Four score and seven years ago, some game developers brought forth into the industry a new multiplayer mode known as battle royale, and dedicated it to the proposition that it is fun. Now, we are engaged in a great war, testing whether that multiplayer mode, or any game with that multiplayer mode, can long endure. I have played many an hour of the new, free-to-play Call of Duty: Warzone and not only do I believe it will stick around, but I really want it to.

If you pay any attention to video games, battle royales are not unfamiliar to you. The massive success of Player Unknown’s Battlegrounds, Fortnite, and Apex Legends have molded the landscape of competitive shooters for the past few years. From Fallout 76 to Cuisine Royale, there have been dozens of games that copycat the battle royale formula. The latest of which is last year’s Call of Duty: Modern Warfare. Though saying that Call of Duty: Warzone is copycatting would be a disservice, because it integrates a plethora of new and exciting ideas into the genre.

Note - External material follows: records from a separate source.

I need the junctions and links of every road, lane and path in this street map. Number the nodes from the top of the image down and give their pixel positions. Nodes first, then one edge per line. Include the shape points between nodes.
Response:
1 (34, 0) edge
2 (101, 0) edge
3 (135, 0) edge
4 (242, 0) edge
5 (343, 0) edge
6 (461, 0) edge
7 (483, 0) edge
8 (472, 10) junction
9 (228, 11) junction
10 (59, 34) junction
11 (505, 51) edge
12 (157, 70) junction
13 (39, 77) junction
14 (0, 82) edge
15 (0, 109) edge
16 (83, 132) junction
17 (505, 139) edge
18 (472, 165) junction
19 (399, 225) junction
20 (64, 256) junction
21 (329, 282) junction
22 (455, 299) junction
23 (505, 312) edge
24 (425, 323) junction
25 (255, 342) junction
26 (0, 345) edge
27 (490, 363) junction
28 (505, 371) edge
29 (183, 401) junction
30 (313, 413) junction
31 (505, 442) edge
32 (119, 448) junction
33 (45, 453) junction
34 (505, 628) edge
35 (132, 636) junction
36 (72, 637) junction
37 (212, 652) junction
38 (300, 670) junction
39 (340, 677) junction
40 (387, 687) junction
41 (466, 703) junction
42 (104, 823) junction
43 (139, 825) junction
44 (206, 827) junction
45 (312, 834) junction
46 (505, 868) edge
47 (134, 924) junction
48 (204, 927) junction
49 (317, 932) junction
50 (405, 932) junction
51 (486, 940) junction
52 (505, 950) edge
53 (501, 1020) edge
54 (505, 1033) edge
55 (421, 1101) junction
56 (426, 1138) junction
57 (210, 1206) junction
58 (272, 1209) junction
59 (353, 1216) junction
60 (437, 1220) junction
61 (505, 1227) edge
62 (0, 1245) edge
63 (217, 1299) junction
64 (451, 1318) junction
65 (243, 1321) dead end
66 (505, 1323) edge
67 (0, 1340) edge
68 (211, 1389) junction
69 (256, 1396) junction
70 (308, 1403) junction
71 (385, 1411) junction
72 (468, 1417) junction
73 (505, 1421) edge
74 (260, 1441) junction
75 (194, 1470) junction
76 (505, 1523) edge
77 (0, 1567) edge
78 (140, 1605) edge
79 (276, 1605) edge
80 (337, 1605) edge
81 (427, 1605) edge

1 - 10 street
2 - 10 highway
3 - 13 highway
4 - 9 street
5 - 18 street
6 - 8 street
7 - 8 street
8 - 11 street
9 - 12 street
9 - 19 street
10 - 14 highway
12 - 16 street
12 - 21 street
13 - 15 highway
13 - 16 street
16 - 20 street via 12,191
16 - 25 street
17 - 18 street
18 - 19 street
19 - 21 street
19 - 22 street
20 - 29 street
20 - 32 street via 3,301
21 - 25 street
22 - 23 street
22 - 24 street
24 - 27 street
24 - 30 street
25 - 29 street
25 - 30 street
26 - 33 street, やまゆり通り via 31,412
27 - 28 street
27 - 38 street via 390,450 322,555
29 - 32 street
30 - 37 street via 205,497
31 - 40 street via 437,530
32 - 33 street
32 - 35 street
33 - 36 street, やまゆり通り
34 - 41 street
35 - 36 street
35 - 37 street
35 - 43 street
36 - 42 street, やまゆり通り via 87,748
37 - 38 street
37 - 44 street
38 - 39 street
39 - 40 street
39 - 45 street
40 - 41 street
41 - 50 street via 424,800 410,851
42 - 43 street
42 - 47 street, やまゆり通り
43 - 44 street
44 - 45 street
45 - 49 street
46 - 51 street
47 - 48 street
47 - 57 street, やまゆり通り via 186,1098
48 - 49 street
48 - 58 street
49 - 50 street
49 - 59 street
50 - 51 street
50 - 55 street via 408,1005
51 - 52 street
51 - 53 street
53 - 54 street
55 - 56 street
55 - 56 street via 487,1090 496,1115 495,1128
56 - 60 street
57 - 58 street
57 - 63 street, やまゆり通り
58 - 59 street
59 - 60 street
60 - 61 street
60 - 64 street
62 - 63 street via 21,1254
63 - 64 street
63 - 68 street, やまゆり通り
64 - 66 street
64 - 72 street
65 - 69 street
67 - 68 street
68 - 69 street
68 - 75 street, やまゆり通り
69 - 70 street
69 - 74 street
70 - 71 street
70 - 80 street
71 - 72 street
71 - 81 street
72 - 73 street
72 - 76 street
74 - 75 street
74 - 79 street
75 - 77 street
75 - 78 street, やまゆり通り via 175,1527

First, let us get the similarities out of the way. Like most battle royales, each match begins with every player dropping onto a large map from a plane. If you and/or up to two friends land without breaking your legs, your goal is to find loot, avoid a shrinking circle of harmful gas, and be the last player(s) standing. There are vehicles such as SUVs, four wheelers, and helicopters that you can use to get around, and a wonderful ping system exists to assist in squad communication.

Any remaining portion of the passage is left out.